-- Entries provided follows --

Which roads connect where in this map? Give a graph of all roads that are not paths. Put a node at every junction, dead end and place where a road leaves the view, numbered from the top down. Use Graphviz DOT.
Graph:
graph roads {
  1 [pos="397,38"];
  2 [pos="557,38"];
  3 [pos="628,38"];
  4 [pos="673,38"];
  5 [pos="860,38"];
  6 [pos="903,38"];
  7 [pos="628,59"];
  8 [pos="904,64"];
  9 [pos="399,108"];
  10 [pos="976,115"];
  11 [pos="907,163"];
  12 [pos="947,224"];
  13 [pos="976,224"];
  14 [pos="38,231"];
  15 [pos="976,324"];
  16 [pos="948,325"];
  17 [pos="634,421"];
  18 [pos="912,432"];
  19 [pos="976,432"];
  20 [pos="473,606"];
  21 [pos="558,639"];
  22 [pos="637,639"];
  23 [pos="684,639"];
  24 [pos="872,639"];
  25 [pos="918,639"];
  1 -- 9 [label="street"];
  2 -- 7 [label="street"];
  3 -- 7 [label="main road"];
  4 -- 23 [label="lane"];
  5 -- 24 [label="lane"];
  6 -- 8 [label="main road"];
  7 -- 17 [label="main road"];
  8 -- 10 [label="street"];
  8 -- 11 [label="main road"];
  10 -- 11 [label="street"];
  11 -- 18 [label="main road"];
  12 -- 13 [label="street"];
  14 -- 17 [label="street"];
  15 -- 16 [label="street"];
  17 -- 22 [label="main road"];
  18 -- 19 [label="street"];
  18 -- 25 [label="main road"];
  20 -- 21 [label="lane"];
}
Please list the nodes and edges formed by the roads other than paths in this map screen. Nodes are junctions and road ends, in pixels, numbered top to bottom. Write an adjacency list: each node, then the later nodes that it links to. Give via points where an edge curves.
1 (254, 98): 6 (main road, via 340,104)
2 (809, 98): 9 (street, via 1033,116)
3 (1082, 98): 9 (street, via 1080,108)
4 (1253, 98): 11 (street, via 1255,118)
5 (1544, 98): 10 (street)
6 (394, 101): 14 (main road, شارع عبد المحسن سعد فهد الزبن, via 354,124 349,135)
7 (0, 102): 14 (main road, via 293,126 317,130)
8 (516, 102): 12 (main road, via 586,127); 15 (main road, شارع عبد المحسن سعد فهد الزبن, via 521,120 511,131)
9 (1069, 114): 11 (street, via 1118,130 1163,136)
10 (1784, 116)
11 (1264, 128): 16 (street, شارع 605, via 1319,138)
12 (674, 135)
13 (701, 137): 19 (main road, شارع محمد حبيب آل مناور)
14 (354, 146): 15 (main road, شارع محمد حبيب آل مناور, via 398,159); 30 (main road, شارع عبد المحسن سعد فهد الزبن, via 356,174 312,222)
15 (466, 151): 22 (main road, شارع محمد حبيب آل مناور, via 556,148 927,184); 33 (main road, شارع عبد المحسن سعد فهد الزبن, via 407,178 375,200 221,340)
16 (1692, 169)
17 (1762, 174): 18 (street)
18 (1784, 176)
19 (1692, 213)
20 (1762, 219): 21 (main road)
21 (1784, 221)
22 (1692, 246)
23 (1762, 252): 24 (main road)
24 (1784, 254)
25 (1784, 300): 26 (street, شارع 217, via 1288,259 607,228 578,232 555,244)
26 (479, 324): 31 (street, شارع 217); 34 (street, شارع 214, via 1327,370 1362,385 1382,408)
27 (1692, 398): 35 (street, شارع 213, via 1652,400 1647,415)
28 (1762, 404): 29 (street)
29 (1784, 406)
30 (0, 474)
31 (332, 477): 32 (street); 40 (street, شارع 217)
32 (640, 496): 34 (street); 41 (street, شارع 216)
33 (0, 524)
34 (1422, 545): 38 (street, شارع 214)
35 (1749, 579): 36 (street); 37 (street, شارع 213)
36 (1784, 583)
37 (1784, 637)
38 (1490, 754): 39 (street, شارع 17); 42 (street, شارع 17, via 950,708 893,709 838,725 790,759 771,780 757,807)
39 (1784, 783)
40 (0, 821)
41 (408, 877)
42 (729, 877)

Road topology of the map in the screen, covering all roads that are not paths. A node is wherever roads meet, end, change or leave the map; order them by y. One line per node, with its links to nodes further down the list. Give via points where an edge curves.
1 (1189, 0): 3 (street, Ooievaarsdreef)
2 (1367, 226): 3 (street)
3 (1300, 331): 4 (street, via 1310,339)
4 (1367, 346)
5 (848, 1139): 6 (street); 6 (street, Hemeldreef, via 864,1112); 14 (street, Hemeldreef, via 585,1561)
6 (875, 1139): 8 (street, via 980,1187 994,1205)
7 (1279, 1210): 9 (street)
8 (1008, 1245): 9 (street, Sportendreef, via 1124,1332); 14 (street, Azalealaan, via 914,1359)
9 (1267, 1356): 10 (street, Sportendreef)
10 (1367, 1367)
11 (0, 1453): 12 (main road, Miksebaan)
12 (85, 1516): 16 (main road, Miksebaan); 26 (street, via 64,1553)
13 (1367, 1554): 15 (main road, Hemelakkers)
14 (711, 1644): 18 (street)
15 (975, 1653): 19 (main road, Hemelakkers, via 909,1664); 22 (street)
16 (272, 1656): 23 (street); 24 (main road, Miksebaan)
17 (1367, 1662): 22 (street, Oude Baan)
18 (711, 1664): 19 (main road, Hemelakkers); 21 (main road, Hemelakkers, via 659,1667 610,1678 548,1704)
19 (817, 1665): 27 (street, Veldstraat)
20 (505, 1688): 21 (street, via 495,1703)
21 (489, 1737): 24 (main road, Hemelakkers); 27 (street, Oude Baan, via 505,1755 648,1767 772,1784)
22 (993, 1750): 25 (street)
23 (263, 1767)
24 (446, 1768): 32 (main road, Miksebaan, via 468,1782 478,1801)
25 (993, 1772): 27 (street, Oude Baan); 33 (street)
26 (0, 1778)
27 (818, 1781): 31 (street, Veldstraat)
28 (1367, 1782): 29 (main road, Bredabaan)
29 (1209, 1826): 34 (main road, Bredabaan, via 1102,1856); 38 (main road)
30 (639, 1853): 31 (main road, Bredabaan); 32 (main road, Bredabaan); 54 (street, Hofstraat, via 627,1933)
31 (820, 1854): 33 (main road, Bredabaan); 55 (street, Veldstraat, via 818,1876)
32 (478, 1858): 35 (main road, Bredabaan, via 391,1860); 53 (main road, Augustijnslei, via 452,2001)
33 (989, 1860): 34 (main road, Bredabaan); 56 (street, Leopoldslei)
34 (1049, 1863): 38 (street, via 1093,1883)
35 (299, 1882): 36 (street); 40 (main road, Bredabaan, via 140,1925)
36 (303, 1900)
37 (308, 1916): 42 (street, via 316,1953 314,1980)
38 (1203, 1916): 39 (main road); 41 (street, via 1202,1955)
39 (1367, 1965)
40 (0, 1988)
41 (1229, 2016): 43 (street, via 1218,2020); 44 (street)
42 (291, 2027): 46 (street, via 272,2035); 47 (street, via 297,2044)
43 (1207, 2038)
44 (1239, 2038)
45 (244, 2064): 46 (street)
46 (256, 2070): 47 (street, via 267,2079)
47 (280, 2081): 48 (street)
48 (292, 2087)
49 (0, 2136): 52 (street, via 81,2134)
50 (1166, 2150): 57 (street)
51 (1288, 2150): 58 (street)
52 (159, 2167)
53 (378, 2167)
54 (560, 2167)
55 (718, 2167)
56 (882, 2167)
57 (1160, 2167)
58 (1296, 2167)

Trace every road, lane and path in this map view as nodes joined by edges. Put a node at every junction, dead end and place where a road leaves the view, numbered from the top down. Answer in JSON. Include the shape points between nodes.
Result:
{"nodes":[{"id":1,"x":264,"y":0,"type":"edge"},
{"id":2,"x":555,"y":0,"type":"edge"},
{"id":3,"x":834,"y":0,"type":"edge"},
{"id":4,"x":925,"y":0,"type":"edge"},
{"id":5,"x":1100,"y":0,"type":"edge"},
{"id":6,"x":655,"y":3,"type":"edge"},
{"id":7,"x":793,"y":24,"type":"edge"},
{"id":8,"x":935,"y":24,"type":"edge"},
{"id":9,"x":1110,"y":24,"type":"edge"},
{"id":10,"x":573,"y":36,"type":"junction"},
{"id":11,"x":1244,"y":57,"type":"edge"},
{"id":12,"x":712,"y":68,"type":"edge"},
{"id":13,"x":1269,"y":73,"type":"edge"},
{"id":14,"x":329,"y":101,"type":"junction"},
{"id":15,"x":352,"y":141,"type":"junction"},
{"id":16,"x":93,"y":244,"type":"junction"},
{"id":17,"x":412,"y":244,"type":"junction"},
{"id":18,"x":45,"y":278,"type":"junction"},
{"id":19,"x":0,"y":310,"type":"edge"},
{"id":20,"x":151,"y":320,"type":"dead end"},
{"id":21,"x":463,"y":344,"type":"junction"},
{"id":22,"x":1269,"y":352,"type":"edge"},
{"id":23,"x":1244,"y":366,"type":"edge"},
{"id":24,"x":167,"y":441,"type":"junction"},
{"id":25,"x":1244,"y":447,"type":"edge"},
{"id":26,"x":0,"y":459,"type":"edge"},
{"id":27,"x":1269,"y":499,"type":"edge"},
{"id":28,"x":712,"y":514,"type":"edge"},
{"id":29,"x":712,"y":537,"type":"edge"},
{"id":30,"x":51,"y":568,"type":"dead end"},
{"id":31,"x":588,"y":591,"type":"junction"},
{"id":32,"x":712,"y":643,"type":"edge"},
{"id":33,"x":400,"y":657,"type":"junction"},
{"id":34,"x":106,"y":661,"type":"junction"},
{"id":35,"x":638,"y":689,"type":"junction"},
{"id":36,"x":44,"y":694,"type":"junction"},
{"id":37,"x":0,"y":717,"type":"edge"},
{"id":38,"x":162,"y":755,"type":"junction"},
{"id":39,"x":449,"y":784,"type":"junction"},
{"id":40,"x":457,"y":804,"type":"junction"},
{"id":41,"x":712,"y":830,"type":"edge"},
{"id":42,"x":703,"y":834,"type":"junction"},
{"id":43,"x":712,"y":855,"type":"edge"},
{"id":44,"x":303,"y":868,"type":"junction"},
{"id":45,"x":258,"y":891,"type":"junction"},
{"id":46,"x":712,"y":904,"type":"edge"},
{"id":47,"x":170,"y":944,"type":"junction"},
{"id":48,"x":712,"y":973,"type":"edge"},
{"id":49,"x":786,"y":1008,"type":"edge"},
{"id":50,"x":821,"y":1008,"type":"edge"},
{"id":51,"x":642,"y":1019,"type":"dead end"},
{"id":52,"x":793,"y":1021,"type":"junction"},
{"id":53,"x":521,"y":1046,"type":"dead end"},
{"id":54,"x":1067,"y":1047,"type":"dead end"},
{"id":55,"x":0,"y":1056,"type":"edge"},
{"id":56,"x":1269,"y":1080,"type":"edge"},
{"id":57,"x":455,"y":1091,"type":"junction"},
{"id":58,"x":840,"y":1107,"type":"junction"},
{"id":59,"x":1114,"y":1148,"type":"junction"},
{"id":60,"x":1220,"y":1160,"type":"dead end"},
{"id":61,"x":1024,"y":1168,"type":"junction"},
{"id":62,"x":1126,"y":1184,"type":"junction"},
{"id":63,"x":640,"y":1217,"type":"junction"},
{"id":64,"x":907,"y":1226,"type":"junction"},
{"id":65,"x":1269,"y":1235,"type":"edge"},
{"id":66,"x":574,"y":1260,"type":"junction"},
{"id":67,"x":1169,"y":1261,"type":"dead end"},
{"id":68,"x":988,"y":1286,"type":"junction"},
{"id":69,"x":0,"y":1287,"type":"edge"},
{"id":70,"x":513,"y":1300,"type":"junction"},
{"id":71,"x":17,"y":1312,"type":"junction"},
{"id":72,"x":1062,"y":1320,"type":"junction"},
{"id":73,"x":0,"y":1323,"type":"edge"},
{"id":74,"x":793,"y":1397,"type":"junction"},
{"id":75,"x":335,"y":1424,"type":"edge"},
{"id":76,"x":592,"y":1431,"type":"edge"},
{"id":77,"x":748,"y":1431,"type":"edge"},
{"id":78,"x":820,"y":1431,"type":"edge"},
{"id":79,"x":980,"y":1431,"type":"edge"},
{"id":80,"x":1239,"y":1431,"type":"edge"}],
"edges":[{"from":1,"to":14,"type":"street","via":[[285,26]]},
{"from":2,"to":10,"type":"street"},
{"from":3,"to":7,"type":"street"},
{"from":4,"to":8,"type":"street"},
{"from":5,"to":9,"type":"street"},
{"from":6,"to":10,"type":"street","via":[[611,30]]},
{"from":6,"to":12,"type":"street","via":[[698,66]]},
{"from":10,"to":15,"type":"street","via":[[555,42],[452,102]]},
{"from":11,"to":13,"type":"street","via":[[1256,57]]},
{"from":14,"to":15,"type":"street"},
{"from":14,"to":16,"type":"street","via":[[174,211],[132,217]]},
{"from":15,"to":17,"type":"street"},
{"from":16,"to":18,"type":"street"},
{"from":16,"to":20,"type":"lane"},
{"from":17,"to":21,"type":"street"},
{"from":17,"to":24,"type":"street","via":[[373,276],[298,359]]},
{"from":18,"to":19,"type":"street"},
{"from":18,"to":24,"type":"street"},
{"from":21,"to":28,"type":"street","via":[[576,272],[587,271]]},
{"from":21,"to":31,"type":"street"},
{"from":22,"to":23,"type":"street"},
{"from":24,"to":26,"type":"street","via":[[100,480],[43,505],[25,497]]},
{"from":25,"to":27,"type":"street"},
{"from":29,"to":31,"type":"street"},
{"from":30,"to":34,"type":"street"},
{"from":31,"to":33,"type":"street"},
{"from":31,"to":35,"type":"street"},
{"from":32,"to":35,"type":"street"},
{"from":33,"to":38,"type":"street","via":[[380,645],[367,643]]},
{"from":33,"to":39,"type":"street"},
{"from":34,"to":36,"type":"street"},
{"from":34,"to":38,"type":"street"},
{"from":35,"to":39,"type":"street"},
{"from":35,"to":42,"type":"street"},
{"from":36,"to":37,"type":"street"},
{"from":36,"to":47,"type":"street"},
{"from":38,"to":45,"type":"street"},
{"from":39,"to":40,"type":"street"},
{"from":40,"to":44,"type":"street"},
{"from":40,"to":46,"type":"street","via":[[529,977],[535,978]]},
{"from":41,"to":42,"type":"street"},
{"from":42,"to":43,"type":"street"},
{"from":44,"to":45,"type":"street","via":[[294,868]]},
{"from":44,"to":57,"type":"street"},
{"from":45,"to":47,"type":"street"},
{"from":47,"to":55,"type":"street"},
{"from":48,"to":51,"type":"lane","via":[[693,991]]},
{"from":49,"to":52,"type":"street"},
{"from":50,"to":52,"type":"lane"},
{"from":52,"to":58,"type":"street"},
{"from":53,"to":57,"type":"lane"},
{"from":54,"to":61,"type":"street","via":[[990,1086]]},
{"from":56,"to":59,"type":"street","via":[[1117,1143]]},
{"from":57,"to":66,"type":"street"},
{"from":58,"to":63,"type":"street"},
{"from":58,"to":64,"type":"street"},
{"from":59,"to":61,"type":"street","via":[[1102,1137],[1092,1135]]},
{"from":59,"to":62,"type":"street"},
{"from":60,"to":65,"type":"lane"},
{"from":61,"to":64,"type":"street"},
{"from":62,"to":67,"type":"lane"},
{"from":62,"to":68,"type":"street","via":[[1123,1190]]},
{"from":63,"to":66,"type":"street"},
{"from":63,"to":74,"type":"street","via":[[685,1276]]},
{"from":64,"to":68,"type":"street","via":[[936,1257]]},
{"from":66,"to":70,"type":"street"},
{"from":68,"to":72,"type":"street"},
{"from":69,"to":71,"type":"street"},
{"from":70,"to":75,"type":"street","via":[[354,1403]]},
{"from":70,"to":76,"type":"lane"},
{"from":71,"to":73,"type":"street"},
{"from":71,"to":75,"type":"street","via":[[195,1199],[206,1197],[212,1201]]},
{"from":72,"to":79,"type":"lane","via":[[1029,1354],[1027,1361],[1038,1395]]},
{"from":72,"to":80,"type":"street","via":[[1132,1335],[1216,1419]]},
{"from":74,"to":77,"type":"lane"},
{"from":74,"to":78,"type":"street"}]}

-- Entries provided concluded --

Reply with the number of lines in the data that include the string "down" and nothing else.

3